What to produce: Make a word-for-word copy of the entries below from their first line through the line with "translate:-50% -50%; white-space:nowrap;", and add nothing.

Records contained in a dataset
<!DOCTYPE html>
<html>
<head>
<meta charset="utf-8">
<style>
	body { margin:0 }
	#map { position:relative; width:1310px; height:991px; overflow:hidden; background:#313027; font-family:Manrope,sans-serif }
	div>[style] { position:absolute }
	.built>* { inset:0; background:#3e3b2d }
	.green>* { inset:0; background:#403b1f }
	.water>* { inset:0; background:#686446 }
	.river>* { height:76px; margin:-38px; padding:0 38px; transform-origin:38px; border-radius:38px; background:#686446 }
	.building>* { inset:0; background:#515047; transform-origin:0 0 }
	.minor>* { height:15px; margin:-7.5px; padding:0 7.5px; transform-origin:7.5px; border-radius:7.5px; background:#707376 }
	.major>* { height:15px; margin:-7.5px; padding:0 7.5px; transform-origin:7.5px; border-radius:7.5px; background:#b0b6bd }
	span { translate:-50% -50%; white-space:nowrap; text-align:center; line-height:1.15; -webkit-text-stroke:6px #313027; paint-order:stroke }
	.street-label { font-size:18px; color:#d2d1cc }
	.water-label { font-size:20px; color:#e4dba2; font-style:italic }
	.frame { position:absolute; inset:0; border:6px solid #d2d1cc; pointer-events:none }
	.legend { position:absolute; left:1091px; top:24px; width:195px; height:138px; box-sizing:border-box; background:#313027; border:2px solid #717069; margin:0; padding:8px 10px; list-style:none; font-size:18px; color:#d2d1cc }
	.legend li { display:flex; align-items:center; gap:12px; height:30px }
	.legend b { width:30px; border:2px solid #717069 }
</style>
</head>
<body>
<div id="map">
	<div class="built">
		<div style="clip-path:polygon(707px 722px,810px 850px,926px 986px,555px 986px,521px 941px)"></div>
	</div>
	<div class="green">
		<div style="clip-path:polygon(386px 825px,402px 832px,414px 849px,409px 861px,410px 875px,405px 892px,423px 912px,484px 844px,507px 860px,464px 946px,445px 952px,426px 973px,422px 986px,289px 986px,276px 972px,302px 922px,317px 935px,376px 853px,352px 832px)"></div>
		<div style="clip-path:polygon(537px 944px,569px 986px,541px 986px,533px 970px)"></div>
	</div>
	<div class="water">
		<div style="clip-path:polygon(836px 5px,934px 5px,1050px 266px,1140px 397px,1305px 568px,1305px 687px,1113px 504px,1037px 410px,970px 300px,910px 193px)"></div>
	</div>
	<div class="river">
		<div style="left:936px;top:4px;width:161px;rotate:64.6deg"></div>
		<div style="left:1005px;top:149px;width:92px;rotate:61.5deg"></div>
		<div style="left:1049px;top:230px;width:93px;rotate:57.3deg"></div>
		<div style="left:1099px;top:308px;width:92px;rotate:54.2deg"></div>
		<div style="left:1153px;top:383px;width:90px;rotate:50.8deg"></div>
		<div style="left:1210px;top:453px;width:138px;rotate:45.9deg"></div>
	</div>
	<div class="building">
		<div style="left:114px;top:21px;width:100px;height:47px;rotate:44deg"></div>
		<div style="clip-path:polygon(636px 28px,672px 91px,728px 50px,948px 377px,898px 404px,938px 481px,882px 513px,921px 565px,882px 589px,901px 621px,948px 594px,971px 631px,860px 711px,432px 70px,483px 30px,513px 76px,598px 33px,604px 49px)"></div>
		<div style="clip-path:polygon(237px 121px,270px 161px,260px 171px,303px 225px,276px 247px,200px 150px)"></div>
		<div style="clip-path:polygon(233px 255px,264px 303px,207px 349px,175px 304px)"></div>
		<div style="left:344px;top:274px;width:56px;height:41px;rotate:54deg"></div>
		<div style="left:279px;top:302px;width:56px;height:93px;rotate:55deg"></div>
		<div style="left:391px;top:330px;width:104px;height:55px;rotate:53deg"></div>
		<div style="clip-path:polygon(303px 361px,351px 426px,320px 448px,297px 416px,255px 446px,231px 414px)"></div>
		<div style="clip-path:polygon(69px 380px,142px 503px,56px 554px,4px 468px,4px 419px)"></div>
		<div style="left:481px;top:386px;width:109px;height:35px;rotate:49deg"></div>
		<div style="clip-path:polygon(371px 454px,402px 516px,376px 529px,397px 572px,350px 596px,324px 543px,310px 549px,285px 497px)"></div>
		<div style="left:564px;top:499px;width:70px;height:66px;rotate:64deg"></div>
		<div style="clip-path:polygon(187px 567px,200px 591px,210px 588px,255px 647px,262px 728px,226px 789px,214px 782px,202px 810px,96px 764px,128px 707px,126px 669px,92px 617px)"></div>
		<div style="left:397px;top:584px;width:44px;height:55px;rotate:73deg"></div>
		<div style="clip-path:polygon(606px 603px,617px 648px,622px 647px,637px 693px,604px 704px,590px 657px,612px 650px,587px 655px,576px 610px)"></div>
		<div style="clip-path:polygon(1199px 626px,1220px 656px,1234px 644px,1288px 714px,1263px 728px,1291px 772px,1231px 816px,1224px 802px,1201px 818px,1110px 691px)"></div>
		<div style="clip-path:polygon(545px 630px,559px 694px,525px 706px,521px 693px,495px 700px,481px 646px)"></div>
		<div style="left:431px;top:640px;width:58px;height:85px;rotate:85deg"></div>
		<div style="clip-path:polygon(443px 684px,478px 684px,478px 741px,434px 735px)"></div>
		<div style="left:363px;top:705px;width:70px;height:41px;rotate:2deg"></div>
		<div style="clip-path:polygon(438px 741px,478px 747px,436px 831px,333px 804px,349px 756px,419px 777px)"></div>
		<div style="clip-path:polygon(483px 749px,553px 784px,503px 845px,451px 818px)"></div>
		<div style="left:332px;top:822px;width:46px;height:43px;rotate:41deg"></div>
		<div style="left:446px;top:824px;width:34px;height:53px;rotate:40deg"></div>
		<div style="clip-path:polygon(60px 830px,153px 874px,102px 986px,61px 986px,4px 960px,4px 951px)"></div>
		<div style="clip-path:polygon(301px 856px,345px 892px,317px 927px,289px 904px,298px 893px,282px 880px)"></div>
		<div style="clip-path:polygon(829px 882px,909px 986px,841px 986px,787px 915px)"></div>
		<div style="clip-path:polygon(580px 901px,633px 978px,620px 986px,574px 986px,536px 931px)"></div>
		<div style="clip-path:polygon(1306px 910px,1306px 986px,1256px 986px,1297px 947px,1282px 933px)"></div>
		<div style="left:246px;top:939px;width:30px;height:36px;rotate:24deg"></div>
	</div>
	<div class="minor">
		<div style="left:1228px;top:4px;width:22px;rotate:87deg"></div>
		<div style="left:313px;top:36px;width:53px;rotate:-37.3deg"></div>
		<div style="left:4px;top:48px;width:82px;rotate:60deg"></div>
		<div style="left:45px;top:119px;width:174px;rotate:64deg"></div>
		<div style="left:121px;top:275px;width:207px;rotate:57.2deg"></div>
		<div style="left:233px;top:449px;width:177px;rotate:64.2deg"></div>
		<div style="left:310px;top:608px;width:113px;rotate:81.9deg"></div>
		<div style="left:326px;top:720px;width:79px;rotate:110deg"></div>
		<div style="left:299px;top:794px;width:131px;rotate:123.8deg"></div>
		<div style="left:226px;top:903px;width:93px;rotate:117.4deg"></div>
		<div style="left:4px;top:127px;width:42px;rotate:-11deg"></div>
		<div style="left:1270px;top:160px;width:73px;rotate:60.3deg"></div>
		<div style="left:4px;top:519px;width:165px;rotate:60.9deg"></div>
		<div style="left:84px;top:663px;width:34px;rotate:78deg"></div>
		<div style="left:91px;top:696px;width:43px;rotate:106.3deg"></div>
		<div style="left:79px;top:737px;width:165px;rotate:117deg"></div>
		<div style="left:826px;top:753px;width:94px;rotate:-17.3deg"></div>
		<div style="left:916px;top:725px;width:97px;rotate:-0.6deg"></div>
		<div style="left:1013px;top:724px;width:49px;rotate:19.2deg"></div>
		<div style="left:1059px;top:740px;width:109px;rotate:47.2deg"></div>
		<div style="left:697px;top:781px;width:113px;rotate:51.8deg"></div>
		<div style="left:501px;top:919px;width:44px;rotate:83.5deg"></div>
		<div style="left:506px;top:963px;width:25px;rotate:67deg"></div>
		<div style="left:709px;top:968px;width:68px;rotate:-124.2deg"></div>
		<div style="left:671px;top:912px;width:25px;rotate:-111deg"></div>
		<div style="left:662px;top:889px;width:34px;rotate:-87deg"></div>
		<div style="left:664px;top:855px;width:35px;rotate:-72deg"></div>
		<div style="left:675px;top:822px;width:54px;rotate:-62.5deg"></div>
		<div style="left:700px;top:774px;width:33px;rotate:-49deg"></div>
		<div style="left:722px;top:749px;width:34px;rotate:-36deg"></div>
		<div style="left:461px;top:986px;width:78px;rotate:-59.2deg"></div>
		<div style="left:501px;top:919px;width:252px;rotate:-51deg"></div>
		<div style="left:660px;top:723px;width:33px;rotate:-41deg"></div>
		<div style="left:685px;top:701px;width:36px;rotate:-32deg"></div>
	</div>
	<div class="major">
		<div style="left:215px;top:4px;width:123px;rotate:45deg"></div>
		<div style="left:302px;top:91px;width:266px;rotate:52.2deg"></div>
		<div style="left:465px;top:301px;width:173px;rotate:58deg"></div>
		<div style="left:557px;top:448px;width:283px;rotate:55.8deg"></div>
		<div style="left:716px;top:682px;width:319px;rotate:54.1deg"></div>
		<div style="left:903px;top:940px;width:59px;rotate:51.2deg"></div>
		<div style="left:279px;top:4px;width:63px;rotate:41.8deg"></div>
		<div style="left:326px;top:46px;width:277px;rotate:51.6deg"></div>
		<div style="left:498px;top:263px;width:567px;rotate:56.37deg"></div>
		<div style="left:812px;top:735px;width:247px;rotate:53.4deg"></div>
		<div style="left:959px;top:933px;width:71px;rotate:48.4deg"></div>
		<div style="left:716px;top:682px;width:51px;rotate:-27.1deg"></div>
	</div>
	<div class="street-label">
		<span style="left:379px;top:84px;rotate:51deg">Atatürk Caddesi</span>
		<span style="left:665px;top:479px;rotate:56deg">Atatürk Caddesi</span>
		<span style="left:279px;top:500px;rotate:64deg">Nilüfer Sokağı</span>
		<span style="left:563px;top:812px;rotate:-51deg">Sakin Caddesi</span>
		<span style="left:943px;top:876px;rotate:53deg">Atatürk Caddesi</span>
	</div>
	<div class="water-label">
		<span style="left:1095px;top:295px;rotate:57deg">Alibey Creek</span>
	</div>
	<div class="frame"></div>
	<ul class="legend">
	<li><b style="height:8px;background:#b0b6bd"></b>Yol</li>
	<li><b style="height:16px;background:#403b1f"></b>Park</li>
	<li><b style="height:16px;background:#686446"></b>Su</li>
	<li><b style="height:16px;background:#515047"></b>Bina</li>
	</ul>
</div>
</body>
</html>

Result of this task:
<!DOCTYPE html>
<html>
<head>
<meta charset="utf-8">
<style>
	body { margin:0 }
	#map { position:relative; width:1310px; height:991px; overflow:hidden; background:#313027; font-family:Manrope,sans-serif }
	div>[style] { position:absolute }
	.built>* { inset:0; background:#3e3b2d }
	.green>* { inset:0; background:#403b1f }
	.water>* { inset:0; background:#686446 }
	.river>* { height:76px; margin:-38px; padding:0 38px; transform-origin:38px; border-radius:38px; background:#686446 }
	.building>* { inset:0; background:#515047; transform-origin:0 0 }
	.minor>* { height:15px; margin:-7.5px; padding:0 7.5px; transform-origin:7.5px; border-radius:7.5px; background:#707376 }
	.major>* { height:15px; margin:-7.5px; padding:0 7.5px; transform-origin:7.5px; border-radius:7.5px; background:#b0b6bd }
	span { translate:-50% -50%; white-space:nowrap; text-align:center; line-height:1.15; -webkit-text-stroke:6px #313027; paint-order:stroke }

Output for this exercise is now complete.